Luckily, I still had her e-mail, so I wrote and told her we were nearby and wondered how she was, what’s she’s doing and where she is. Lo and behold, she’s back in Trieste teaching and enthusiastically encouraged me and the group to meet up with her the next day. 

 

So with the help of a nice ferry from Muggia to Trieste, that’s exactly what we did. Spent the morning lounging around our hotel’s giant pool, amble to the boat dock and spent an hour or so wandering around Trieste before meeting Samantha as the Central Square. Off we went, with her as our tour guide, learning much about this fascinating city in-between me catching up with her and all of us having a nice sit-down at a café. I showed her the photos on my phone of five other people from that 2003 course I had met again in the last 5 years, with news of others.
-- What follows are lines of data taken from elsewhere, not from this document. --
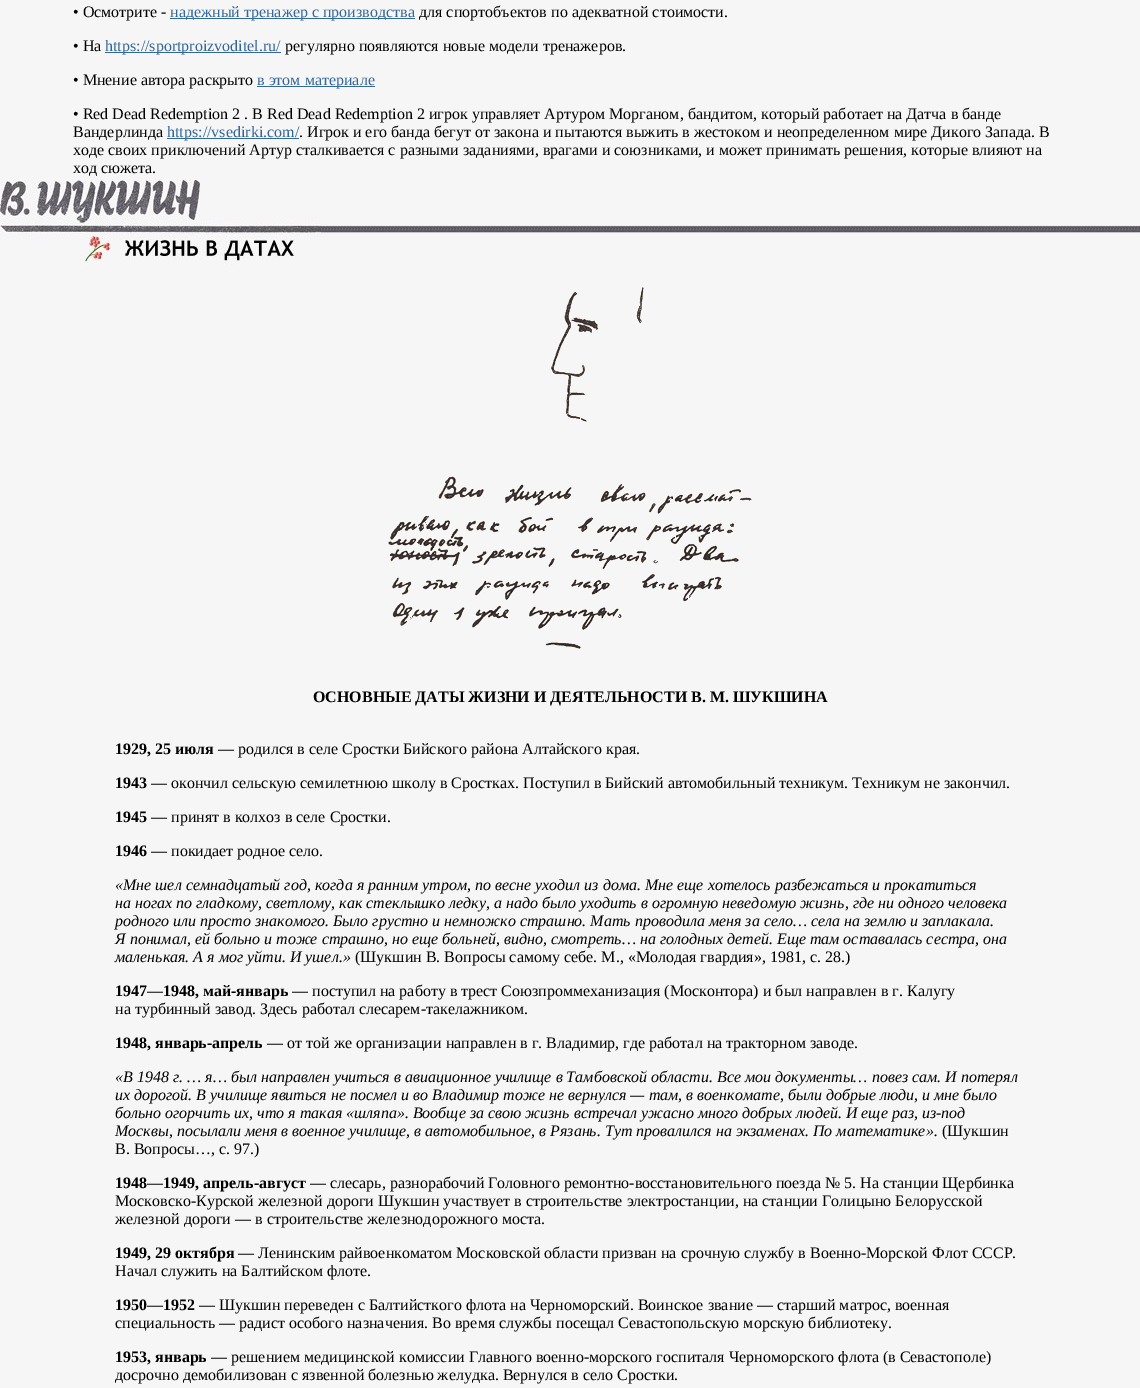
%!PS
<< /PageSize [1140 1388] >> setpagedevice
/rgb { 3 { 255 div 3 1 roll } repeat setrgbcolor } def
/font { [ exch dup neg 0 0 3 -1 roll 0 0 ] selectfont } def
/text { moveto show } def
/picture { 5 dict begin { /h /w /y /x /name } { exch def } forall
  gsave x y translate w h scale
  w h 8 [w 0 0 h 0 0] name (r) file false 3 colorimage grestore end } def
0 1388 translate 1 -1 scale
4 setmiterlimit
246 246 246 rgb
0 0 1140 1388 rectfill
51 102 153 rgb
170 18 245 1 rectfill
105 52 176 1 rectfill
257 86 118 1 rectfill
167 138 132 1 rectfill
(img_01.rgb) 0 180 321 85 picture
(img_02.rgb) 321 225 819 8 picture
(img_03.rgb) 388 287 364 362 picture
/LiberationSerif-Regular 16 font
0 0 0 rgb
(• Осмотрите -) 73 17 text
51 102 153 rgb
(надежный тренажер с производства) 170 17 text
0 0 0 rgb
(для спортобъектов по адекватной стоимости.) 419 17 text
(• На) 73 51 text
51 102 153 rgb
(https://sportproizvoditel.ru/) 105 51 text
0 0 0 rgb
(регулярно появляются новые модели тренажеров.) 285 51 text
(• Мнение автора раскрыто) 73 85 text
51 102 153 rgb
(в этом материале) 257 85 text
0 0 0 rgb
(• Red Dead Redemption 2 . В Red Dead Redemption 2 игрок управляет Артуром Морганом, бандитом, который работает на Датча в банде) 73 119 text
(Вандерлинда) 73 137 text
51 102 153 rgb
(https://vsedirki.com/) 167 137 text
0 0 0 rgb
(. Игрок и его банда бегут от закона и пытаются выжить в жестоком и неопределенном мире Дикого Запада. В) 299 137 text
(ходе своих приключений Артур сталкивается с разными заданиями, врагами и союзниками, и может принимать решения, которые влияют на) 73 155 text
(ход сюжета.) 73 173 text
/LiberationSerif-Bold 16 font
(ОСНОВНЫЕ ДАТЫ ЖИЗНИ И ДЕЯТЕЛЬНОСТИ В. М. ШУКШИНА) 313 702 text
(1929, 25 июля) 115 754 text
/LiberationSerif-Regular 16 font
(— родился в селе Сростки Бийского района Алтайского края.) 218 754 text
/LiberationSerif-Bold 16 font
(1943) 115 788 text
/LiberationSerif-Regular 16 font
(— окончил сельскую семилетнюю школу в Сростках. Поступил в Бийский автомобильный техникум. Техникум не закончил.) 151 788 text
/LiberationSerif-Bold 16 font
(1945) 115 822 text
/LiberationSerif-Regular 16 font
(— принят в колхоз в селе Сростки.) 151 822 text
/LiberationSerif-Bold 16 font
(1946) 115 856 text
/LiberationSerif-Regular 16 font
(— покидает родное село.) 151 856 text
/LiberationSerif-Italic 16 font
(«Мне шел семнадцатый год, когда я ранним утром, по весне уходил из дома. Мне еще хотелось разбежаться и прокатиться) 115 890 text
(на ногах по гладкому, светлому, как стеклышко ледку, а надо было уходить в огромную неведомую жизнь, где ни одного человека) 115 908 text
(родного или просто знакомого. Было грустно и немножко страшно. Мать проводила меня за село… села на землю и заплакала.) 115 926 text
(Я понимал, ей больно и тоже страшно, но еще больней, видно, смотреть… на голодных детей. Еще там оставалась сестра, она) 115 944 text
(маленькая. А я мог уйти. И ушел.») 115 962 text
/LiberationSerif-Regular 16 font
(\(Шукшин В. Вопросы самому себе. М., «Молодая гвардия», 1981, с. 28.\)) 355 962 text
/LiberationSerif-Bold 16 font
(1947—1948, май-январь) 115 996 text
/LiberationSerif-Regular 16 font
(— поступил на работу в трест Союзпроммеханизация \(Москонтора\) и был направлен в г. Калугу) 292 996 text
(на турбинный завод. Здесь работал слесарем-такелажником.) 115 1014 text
/LiberationSerif-Bold 16 font
(1948, январь-апрель) 115 1048 text
/LiberationSerif-Regular 16 font
(— от той же организации направлен в г. Владимир, где работал на тракторном заводе.) 267 1048 text
/LiberationSerif-Italic 16 font
(«В 1948 г. … я… был направлен учиться в авиационное училище в Тамбовской области. Все мои документы… повез сам. И потерял) 115 1082 text
(их дорогой. В училище явиться не посмел и во Владимир тоже не вернулся — там, в военкомате, были добрые люди, и мне было) 115 1100 text
(больно огорчить их, что я такая «шляпа». Вообще за свою жизнь встречал ужасно много добрых людей. И еще раз, из-под) 115 1118 text
(Москвы, посылали меня в военное училище, в автомобильное, в Рязань. Тут провалился на экзаменах. По математике».) 115 1136 text
/LiberationSerif-Regular 16 font
(\(Шукшин) 942 1136 text
(В. Вопросы…, с. 97.\)) 115 1154 text
/LiberationSerif-Bold 16 font
(1948—1949, апрель-август) 115 1188 text
/LiberationSerif-Regular 16 font
(— слесарь, разнорабочий Головного ремонтно-восстановительного поезда № 5. На станции Щербинка) 310 1188 text
(Московско-Курской железной дороги Шукшин участвует в строительстве электростанции, на станции Голицыно Белорусской) 115 1206 text
(железной дороги — в строительстве железнодорожного моста.) 115 1224 text
/LiberationSerif-Bold 16 font
(1949, 29 октября) 115 1258 text
/LiberationSerif-Regular 16 font
(— Ленинским райвоенкоматом Московской области призван на срочную службу в Военно-Морской Флот СССР.) 238 1258 text
(Начал служить на Балтийском флоте.) 115 1276 text
/LiberationSerif-Bold 16 font
(1950—1952) 115 1310 text
/LiberationSerif-Regular 16 font
(— Шукшин переведен с Балтийсткого флота на Черноморский. Воинское звание — старший матрос, военная) 199 1310 text
(специальность — радист особого назначения. Во время службы посещал Севастопольскую морскую библиотеку.) 115 1328 text
/LiberationSerif-Bold 16 font
(1953, январь) 115 1362 text
/LiberationSerif-Regular 16 font
(— решением медицинской комиссии Главного военно-морского госпиталя Черноморского флота \(в Севастополе\)) 211 1362 text
(досрочно демобилизован с язвенной болезнью желудка. Вернулся в село Сростки.) 115 1380 text
showpage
This circle of community still dancing together in one way or another. 

 

After visiting a mini-Colosseum, a Serbian Orthodox church, a Greek Orthodox Church and running into a statue of James Joyce ( he lived there as an English teacher between 1904 and 1915 and wrote some of his early work there), it was time to go. We took the ferry back, had dinner (me my first pesto with pasta and grilled vegetables) and called it a day.

 

Connecting this amiable group with these friends throughout the trip has added a wonderful quality to the tourism, getting to speak with folks from inside the culture and all of them such great people. For me, a chance to re-connect and feel the power of the bonds that fellow Orff teachers form and that forever teacher-student connection with people I loved teaching and seemed to have an impact on as they developed their own teaching style.

 

These people are spread out all over the world, literally on every continent (minus Antarctica). There are not too many places I can think of going to where I don’t know someone that would be happy to meet at a café. That’s an extraordinary blessing.